====== MATERIAL SUPPLIED

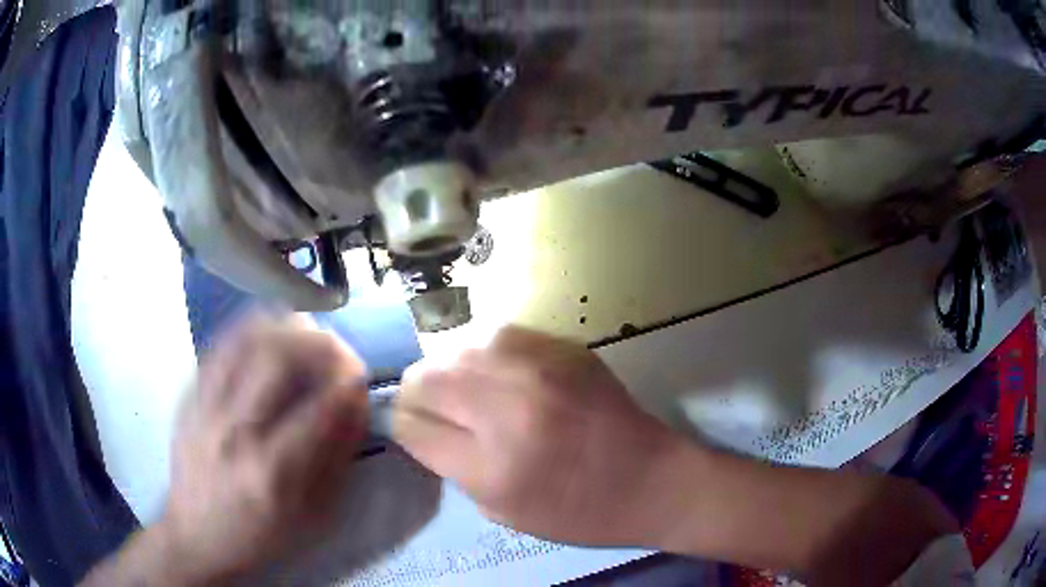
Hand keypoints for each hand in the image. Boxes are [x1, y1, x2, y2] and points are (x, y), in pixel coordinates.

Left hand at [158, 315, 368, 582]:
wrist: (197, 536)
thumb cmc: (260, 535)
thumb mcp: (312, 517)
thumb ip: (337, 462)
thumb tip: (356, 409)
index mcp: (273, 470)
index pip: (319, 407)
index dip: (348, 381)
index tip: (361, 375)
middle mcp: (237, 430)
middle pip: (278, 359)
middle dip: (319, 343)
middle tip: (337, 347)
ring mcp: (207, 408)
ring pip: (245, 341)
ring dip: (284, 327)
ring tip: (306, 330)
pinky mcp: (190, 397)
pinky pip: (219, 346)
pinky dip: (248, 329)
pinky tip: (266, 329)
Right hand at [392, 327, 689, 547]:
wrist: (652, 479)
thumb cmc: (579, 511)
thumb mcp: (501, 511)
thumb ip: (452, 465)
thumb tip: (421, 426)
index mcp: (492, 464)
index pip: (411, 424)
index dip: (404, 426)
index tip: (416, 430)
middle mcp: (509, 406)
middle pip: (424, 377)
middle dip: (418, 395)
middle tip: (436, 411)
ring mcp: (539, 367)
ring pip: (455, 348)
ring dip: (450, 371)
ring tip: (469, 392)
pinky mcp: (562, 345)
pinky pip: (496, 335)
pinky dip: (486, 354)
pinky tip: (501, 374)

============
====== MATERIAL SUPPLIED

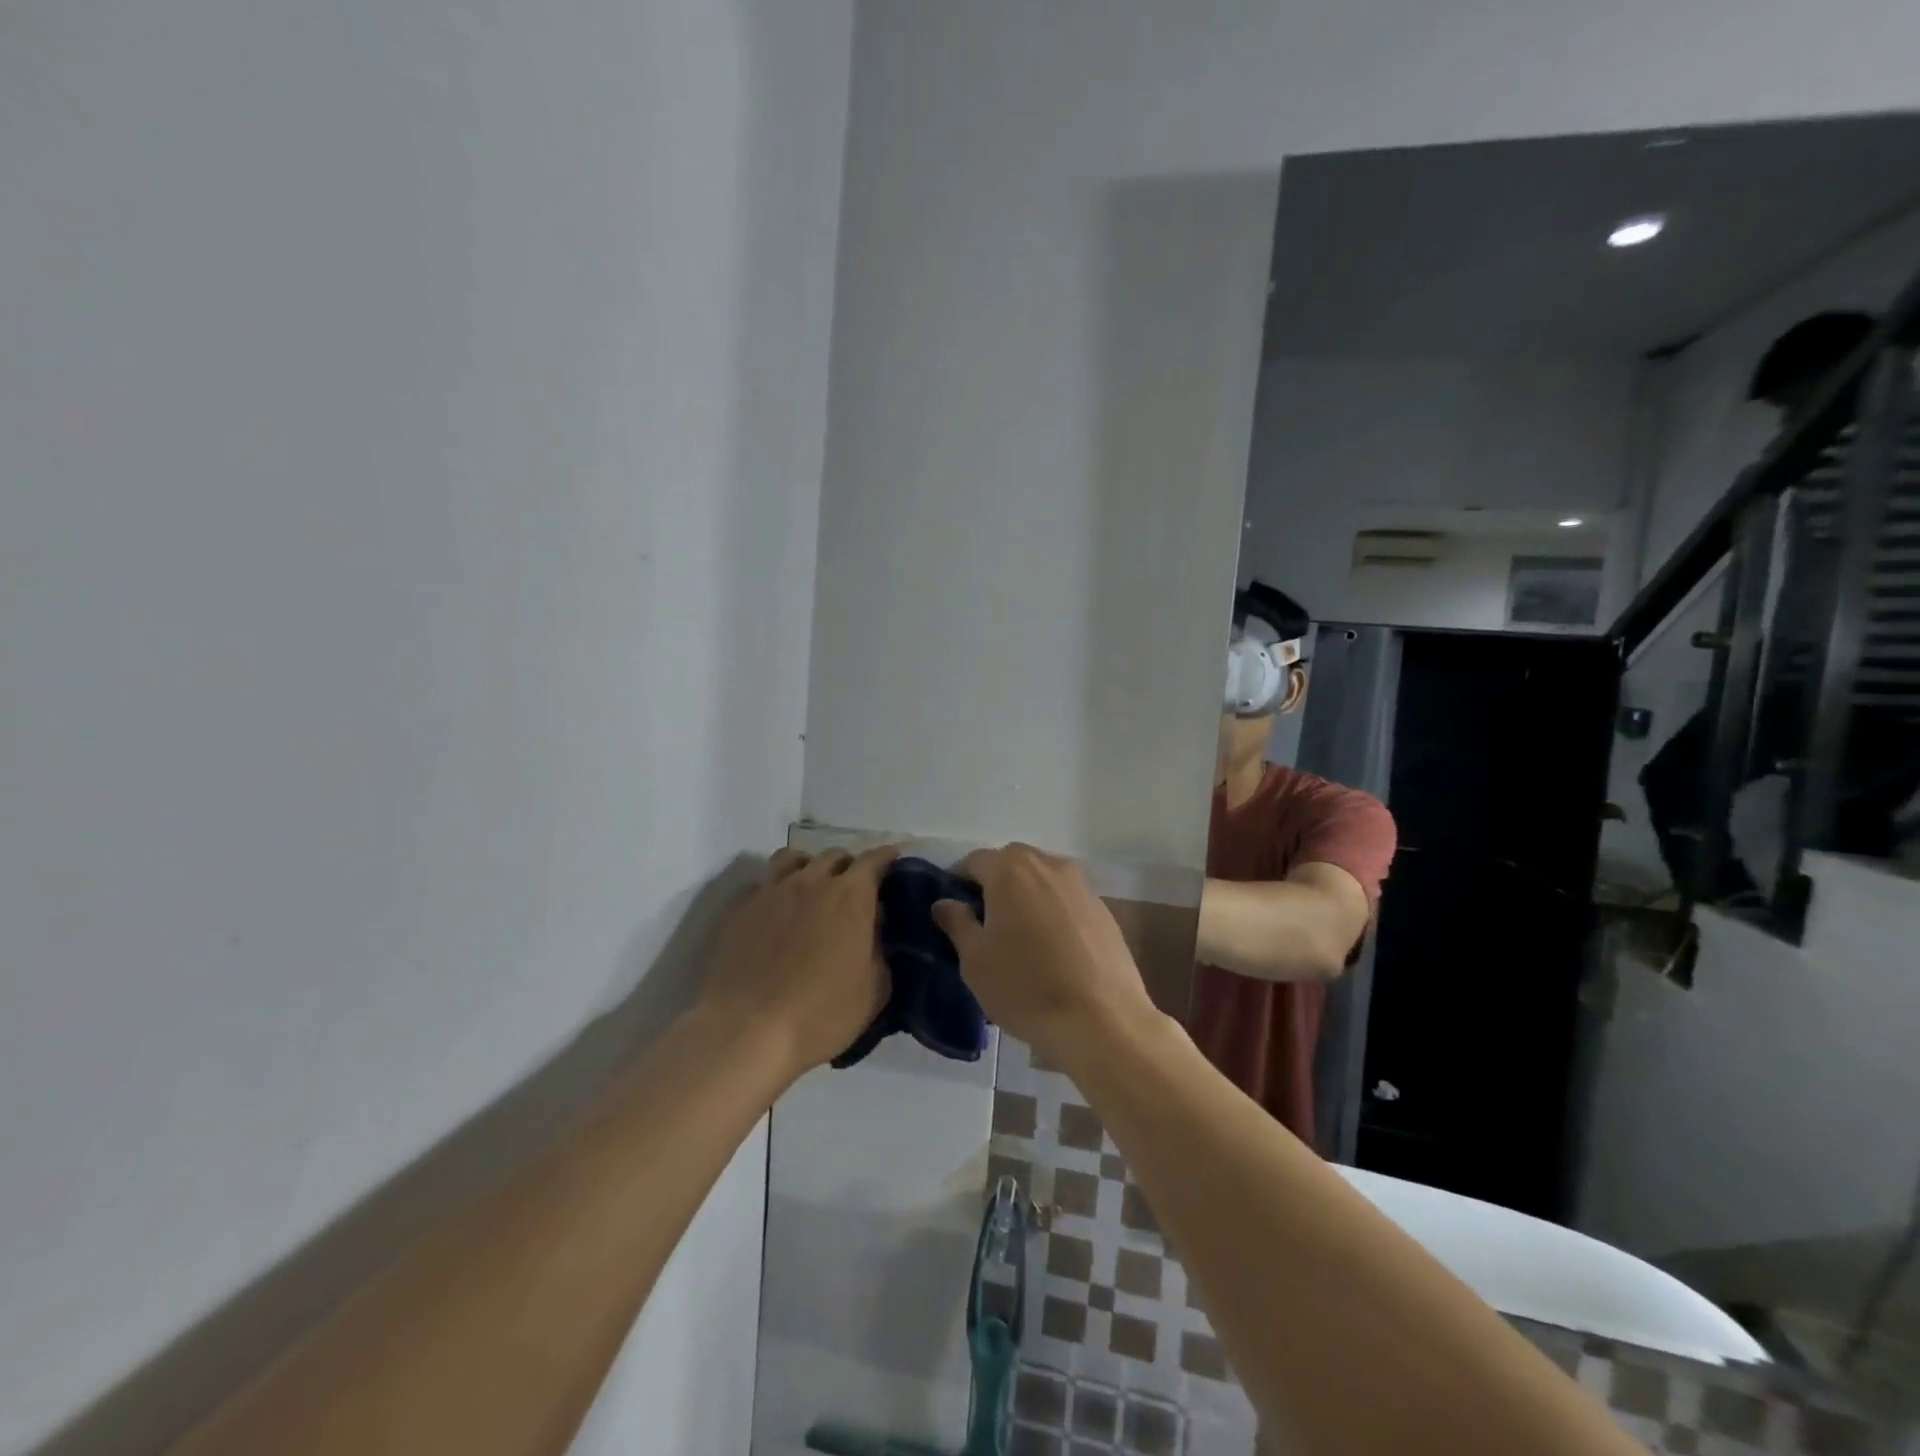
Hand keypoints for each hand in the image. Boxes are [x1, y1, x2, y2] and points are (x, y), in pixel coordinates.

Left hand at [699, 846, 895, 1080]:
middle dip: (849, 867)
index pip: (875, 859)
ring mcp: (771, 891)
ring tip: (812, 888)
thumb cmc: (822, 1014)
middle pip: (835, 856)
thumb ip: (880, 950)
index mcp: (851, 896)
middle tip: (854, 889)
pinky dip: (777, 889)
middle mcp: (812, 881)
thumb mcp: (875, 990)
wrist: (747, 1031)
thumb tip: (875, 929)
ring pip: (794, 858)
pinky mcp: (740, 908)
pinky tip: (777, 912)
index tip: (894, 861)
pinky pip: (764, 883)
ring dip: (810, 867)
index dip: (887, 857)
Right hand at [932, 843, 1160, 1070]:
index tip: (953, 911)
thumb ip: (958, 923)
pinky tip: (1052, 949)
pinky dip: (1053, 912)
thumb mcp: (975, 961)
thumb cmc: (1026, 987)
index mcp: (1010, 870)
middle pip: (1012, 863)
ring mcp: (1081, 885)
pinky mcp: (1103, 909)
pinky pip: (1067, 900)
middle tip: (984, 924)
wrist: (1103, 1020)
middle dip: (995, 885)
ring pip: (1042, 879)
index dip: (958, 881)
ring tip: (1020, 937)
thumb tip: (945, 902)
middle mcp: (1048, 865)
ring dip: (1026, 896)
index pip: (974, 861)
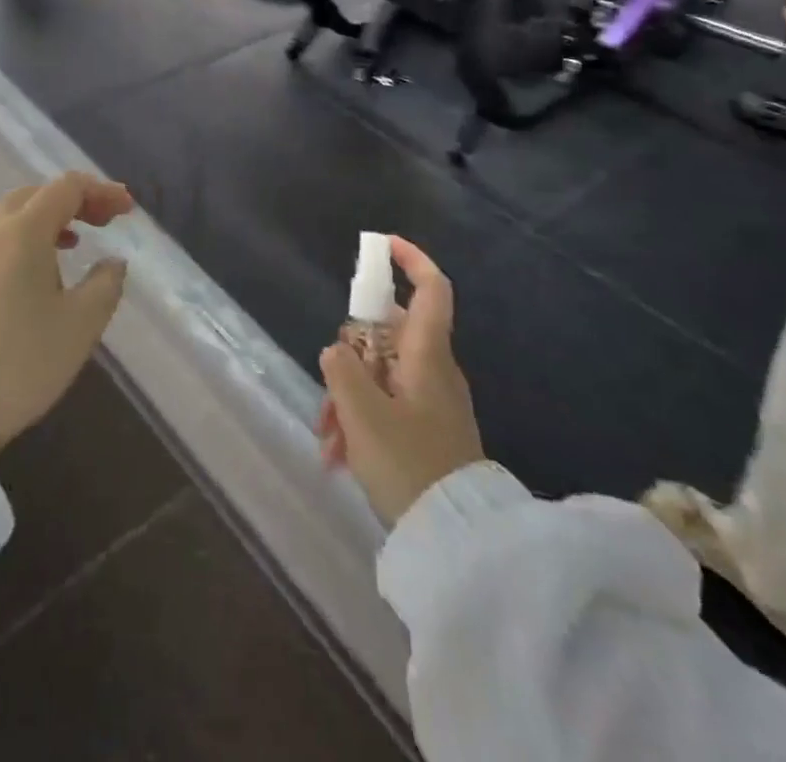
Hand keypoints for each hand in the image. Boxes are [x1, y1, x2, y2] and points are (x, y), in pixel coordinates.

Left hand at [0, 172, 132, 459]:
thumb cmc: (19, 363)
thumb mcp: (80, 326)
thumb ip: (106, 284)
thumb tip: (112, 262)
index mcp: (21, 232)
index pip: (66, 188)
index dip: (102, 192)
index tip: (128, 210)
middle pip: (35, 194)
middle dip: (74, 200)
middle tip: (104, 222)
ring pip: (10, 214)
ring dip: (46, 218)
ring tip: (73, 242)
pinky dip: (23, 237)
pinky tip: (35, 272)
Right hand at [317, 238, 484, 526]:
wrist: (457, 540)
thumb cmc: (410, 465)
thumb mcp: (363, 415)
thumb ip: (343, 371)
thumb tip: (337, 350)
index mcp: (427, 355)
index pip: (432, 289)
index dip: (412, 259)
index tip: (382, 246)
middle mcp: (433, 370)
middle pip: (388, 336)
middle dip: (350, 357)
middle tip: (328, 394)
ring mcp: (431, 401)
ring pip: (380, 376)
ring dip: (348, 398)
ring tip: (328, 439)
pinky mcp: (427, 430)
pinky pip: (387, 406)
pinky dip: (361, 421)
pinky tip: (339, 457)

============

## TASK
What are the lines of the data above that include the string "Left"? Copy them.

## ANSWER TO THIS EXERCISE
Left hand at [158, 315, 368, 582]:
Left hand at [699, 846, 895, 1080]:
Left hand at [0, 172, 132, 459]:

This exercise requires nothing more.